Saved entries
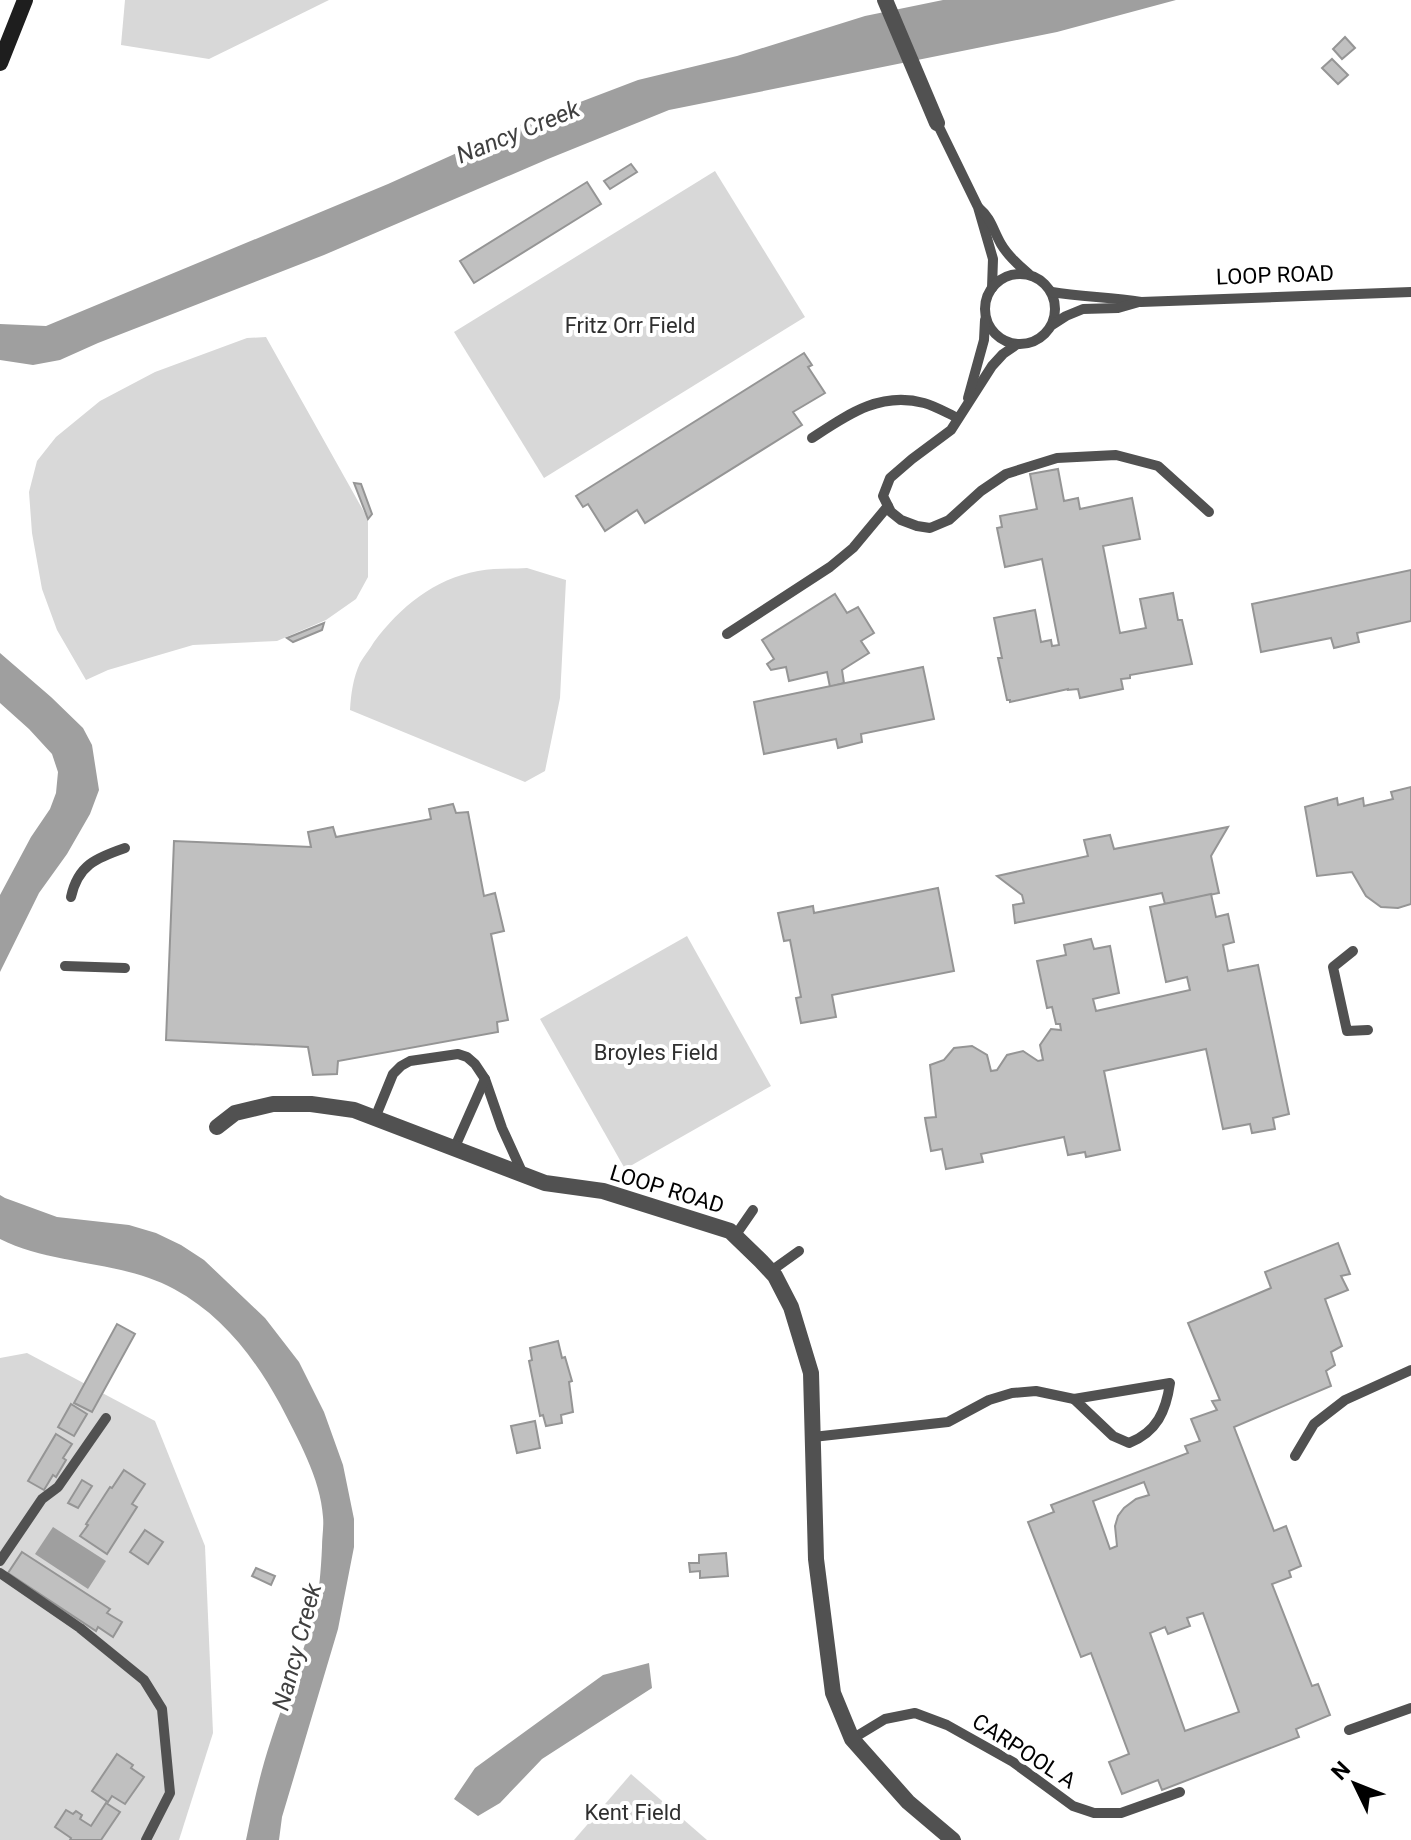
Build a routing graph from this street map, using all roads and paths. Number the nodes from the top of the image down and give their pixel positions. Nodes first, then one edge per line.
1 (25, 0) edge
2 (885, 0) edge
3 (0, 63) edge
4 (937, 123) joint
5 (978, 207) junction
6 (1031, 275) junction
7 (992, 288) junction
8 (1052, 292) junction
9 (1411, 292) edge
10 (1141, 302) junction
11 (985, 315) junction
12 (1052, 325) junction
13 (1016, 345) junction
14 (966, 407) junction
15 (958, 418) junction
16 (812, 438) dead end
17 (888, 506) junction
18 (1209, 512) dead end
19 (727, 634) dead end
20 (125, 848) dead end
21 (71, 897) dead end
22 (1353, 951) dead end
23 (65, 966) dead end
24 (125, 968) dead end
25 (1368, 1030) dead end
26 (485, 1079) junction
27 (375, 1118) junction
28 (217, 1127) dead end
29 (454, 1149) junction
30 (524, 1176) junction
31 (753, 1210) dead end
32 (735, 1236) junction
33 (799, 1251) dead end
34 (771, 1271) junction
35 (1411, 1370) edge
36 (1074, 1399) junction
37 (106, 1418) dead end
38 (813, 1437) junction
39 (1295, 1456) dead end
40 (0, 1561) edge
41 (0, 1573) edge
42 (1411, 1708) edge
43 (1349, 1730) dead end
44 (852, 1739) junction
45 (1180, 1792) dead end
46 (146, 1840) edge
47 (953, 1840) edge

1 - 3 street
2 - 4 street
4 - 5 lane
5 - 6 lane
5 - 7 lane
6 - 7 lane
6 - 8 lane
7 - 11 lane
8 - 10 lane, LOOP ROAD
8 - 12 lane
9 - 10 lane, LOOP ROAD
10 - 12 lane, LOOP ROAD
11 - 13 lane
11 - 14 lane
12 - 13 lane
13 - 14 lane
14 - 15 lane
15 - 16 lane
15 - 17 lane
17 - 18 lane
17 - 19 lane
20 - 21 lane
22 - 25 lane
23 - 24 lane
26 - 27 lane
26 - 29 lane
26 - 30 lane
27 - 28 street, LOOP ROAD
27 - 29 street, LOOP ROAD
29 - 30 street, LOOP ROAD
30 - 32 street, LOOP ROAD
31 - 32 lane
32 - 34 street, LOOP ROAD
33 - 34 lane
34 - 38 street, LOOP ROAD
35 - 39 lane
36 - 36 lane
36 - 38 lane
37 - 40 lane
38 - 44 street, LOOP ROAD
41 - 46 lane
42 - 43 lane
44 - 45 lane, CARPOOL A
44 - 47 street, LOOP ROAD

- [Exercise prompt] Please give the data above again in exact form and omit every picture.

- [Written response]
Build a routing graph from this street map, using all roads and paths. Number the nodes from the top of the image down and give their pixel positions. Nodes first, then one edge per line.
1 (25, 0) edge
2 (885, 0) edge
3 (0, 63) edge
4 (937, 123) joint
5 (978, 207) junction
6 (1031, 275) junction
7 (992, 288) junction
8 (1052, 292) junction
9 (1411, 292) edge
10 (1141, 302) junction
11 (985, 315) junction
12 (1052, 325) junction
13 (1016, 345) junction
14 (966, 407) junction
15 (958, 418) junction
16 (812, 438) dead end
17 (888, 506) junction
18 (1209, 512) dead end
19 (727, 634) dead end
20 (125, 848) dead end
21 (71, 897) dead end
22 (1353, 951) dead end
23 (65, 966) dead end
24 (125, 968) dead end
25 (1368, 1030) dead end
26 (485, 1079) junction
27 (375, 1118) junction
28 (217, 1127) dead end
29 (454, 1149) junction
30 (524, 1176) junction
31 (753, 1210) dead end
32 (735, 1236) junction
33 (799, 1251) dead end
34 (771, 1271) junction
35 (1411, 1370) edge
36 (1074, 1399) junction
37 (106, 1418) dead end
38 (813, 1437) junction
39 (1295, 1456) dead end
40 (0, 1561) edge
41 (0, 1573) edge
42 (1411, 1708) edge
43 (1349, 1730) dead end
44 (852, 1739) junction
45 (1180, 1792) dead end
46 (146, 1840) edge
47 (953, 1840) edge

1 - 3 street
2 - 4 street
4 - 5 lane
5 - 6 lane
5 - 7 lane
6 - 7 lane
6 - 8 lane
7 - 11 lane
8 - 10 lane, LOOP ROAD
8 - 12 lane
9 - 10 lane, LOOP ROAD
10 - 12 lane, LOOP ROAD
11 - 13 lane
11 - 14 lane
12 - 13 lane
13 - 14 lane
14 - 15 lane
15 - 16 lane
15 - 17 lane
17 - 18 lane
17 - 19 lane
20 - 21 lane
22 - 25 lane
23 - 24 lane
26 - 27 lane
26 - 29 lane
26 - 30 lane
27 - 28 street, LOOP ROAD
27 - 29 street, LOOP ROAD
29 - 30 street, LOOP ROAD
30 - 32 street, LOOP ROAD
31 - 32 lane
32 - 34 street, LOOP ROAD
33 - 34 lane
34 - 38 street, LOOP ROAD
35 - 39 lane
36 - 36 lane
36 - 38 lane
37 - 40 lane
38 - 44 street, LOOP ROAD
41 - 46 lane
42 - 43 lane
44 - 45 lane, CARPOOL A
44 - 47 street, LOOP ROAD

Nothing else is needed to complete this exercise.